In A Midwife’s Tale, Laurel Ulrich describes the challenge of analyzing Martha Ballard’s exhaustive diary, which records daily entries over the course of 27 years: “The problem is not that the diary is trivial but that it introduces more stories than can be easily recovered and absorbed.” (25) This fundamental challenge is the one I’ve tried to tackle by analyzing Ballard’s diary using text mining. There are advantages and disadvantages to such an approach – computers are very good at counting the instances of the word “God,” for instance, but less effective at recognizing that “the Author of all my Mercies” should be counted as well. The question remains, how does a reader (computer or human) recognize and conceptualize the recurrent themes that run through nearly 10,000 entries?

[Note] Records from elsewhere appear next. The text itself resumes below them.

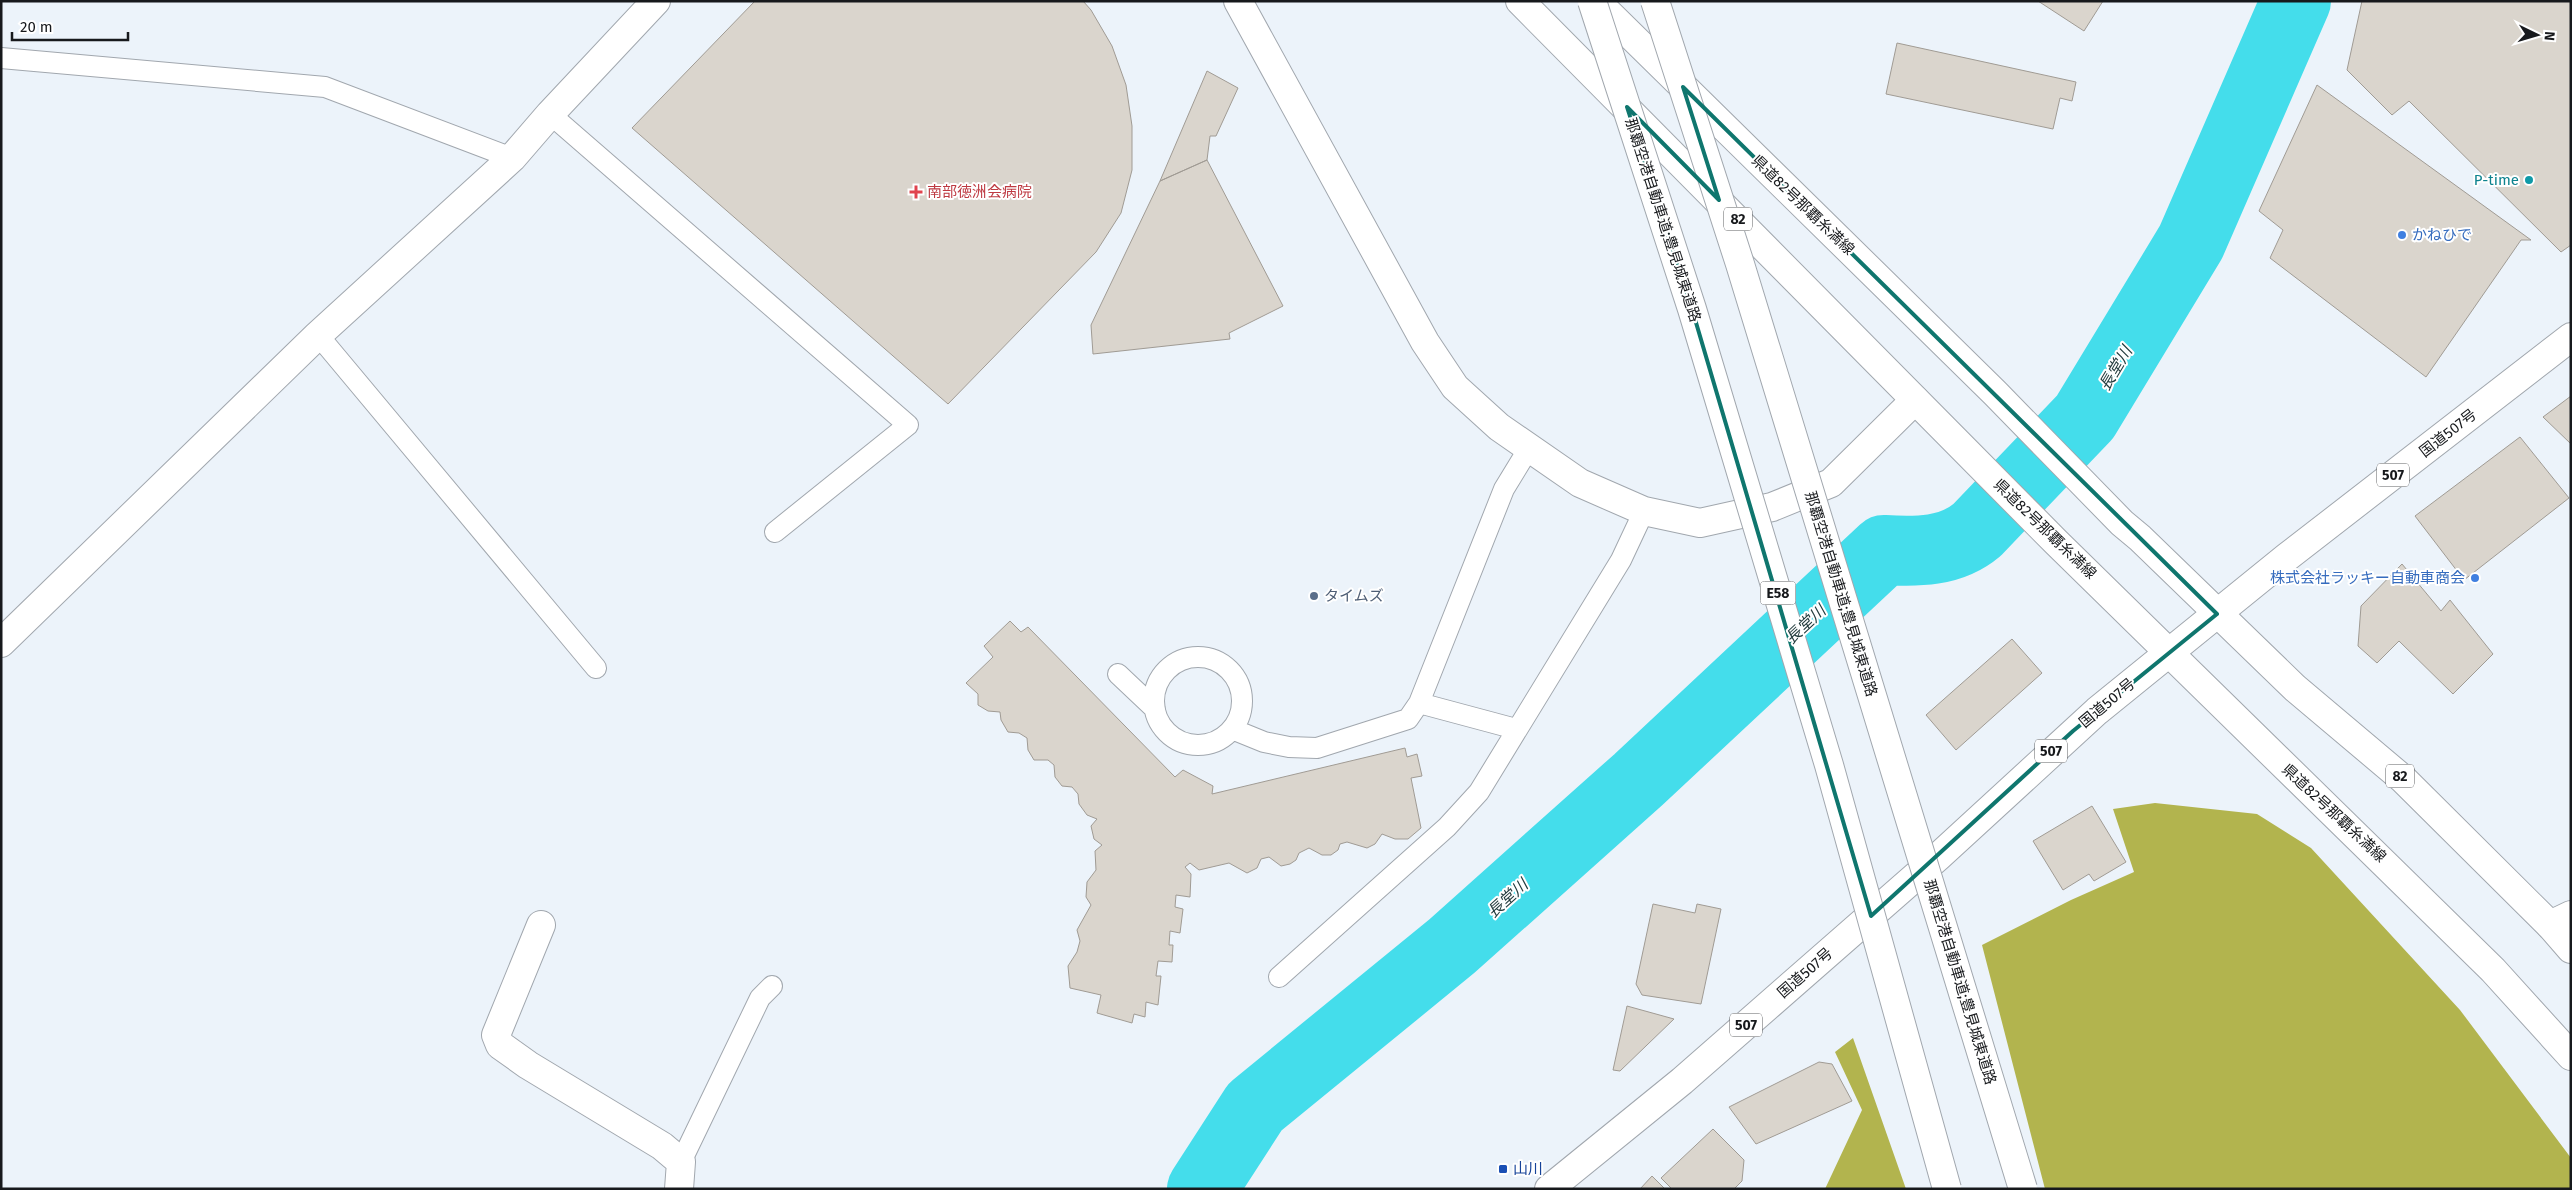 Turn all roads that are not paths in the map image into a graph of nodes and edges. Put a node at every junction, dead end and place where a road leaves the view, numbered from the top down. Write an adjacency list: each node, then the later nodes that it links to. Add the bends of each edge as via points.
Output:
1 (656, 1): 7 (main road)
2 (1238, 1): 12 (main road, via 1430,350 1455,387)
3 (1520, 1): 11 (main road, 県道82号那覇糸満線 / 82)
4 (1594, 1): 15 (main road, 県道82号那覇糸満線 / 82); 32 (main road, 那覇空港自動車道;豊見城東道路 / E58, bridge, via 1692,309 1829,765)
5 (1655, 1): 33 (main road, 那覇空港自動車道;豊見城東道路, bridge, via 1743,274)
6 (1, 58): 8 (lane, via 325,87)
7 (550, 114): 8 (main road); 14 (lane, via 908,425)
8 (512, 158): 9 (main road)
9 (318, 335): 16 (main road); 18 (lane)
10 (2571, 338): 15 (main road, 国道507号 / 507)
11 (1915, 400): 13 (main road, via 1831,483 1772,507 1700,523); 17 (main road, 県道82号那覇糸満線 / 82)
12 (1529, 448): 13 (main road, via 1580,483); 20 (lane, via 1504,489)
13 (1644, 511): 23 (lane, via 1621,560)
14 (775, 532)
15 (2218, 614): 17 (main road, 国道507号 / 507); 24 (main road, 県道82号那覇糸満線 / 82, via 2295,688 2403,779)
16 (1, 643)
17 (2168, 652): 29 (main road, 県道82号那覇糸満線 / 82, via 2493,970); 31 (main road, 国道507号 / 507, via 2073,731 1939,856 1682,1081)
18 (596, 668)
19 (1118, 674): 21 (lane)
20 (1419, 703): 22 (lane, via 1408,719 1318,748 1264,742); 23 (lane)
21 (1155, 709): 22 (lane, via 1160,723 1180,742 1208,744); 22 (lane, via 1158,682 1167,670 1193,657 1208,658 1232,673 1239,686 1242,701)
22 (1232, 729)
23 (1516, 729): 27 (lane, via 1479,792 1447,826)
24 (2560, 920): 26 (main road, 県道82号那覇糸満線 / 82)
25 (541, 925): 30 (main road, via 496,1034 500,1045 662,1146)
26 (2571, 950)
27 (1279, 978)
28 (772, 986): 30 (lane, via 760,998)
29 (2571, 1056)
30 (680, 1176)
31 (1549, 1189)
32 (1947, 1189)
33 (2023, 1189) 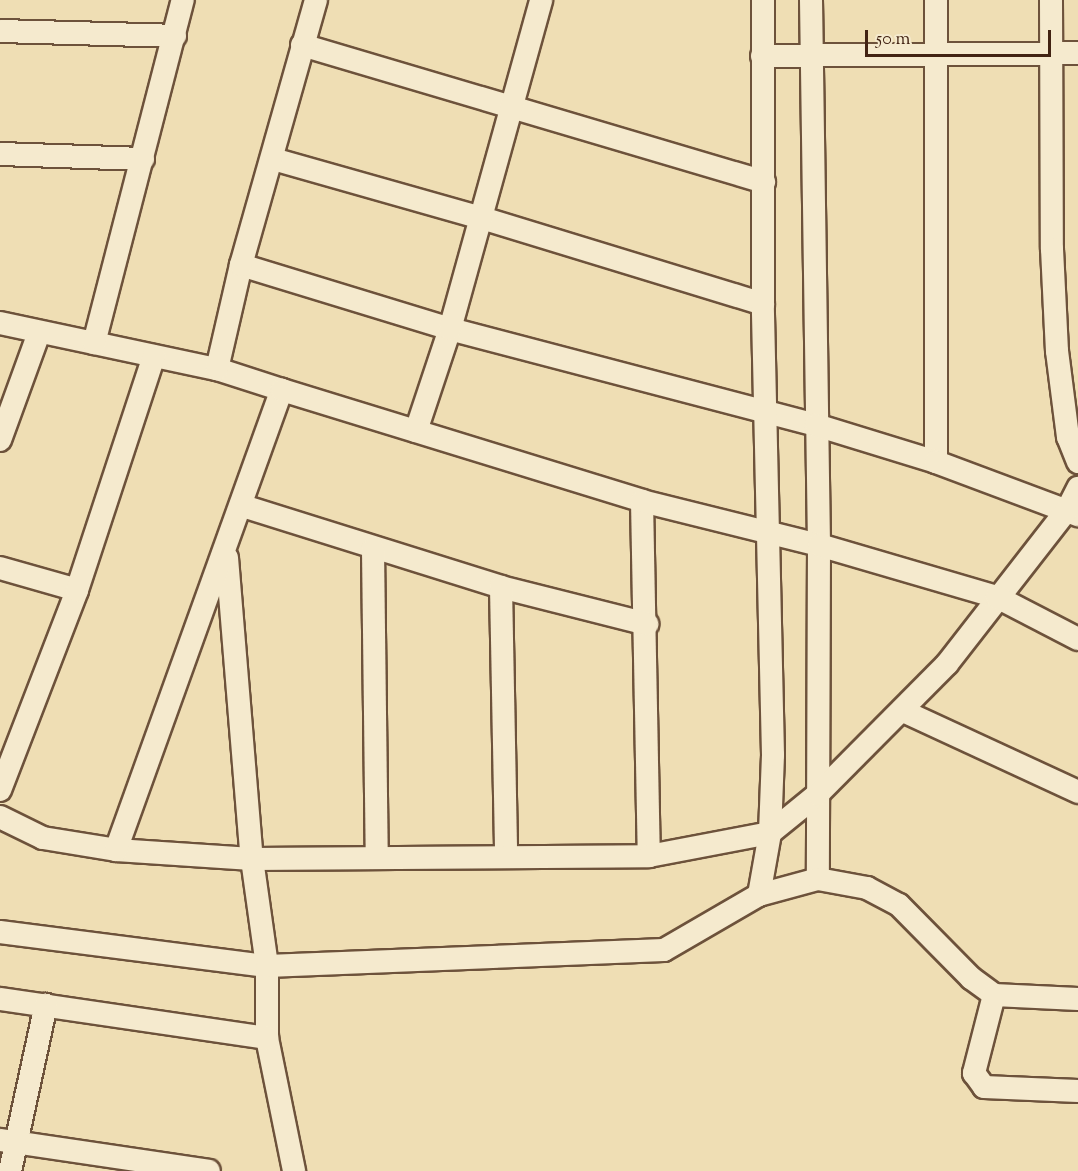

One answer lies in topic modeling, a method of computational linguistics that attempts to find words that frequently appear together within a text and then group them into clusters. I was introduced to topic modeling through a separate collaborative project that I’ve been working on under the direction of Matthew Jockers (who also recently topic-modeled posts from Day in the Life of Digital Humanities 2010). Matt, ever-generous and enthusiastic, helped me to install MALLET (Machine Learning for LanguagE ToolkiT), developed by Andrew McCallum at UMass as “a Java-based package for statistical natural language processing, document classification, clustering, topic modeling, information extraction, and other machine learning applications to text.” MALLET allows you to feed in a series of text files, which the machine will then process and generate a user-specified number of word clusters it thinks are related topics. I don’t pretend to have a firm grasp on the inner statistical/computational plumbing of how MALLET produces these topics, but in the case of Martha Ballard’s diary, it worked. Beautifully.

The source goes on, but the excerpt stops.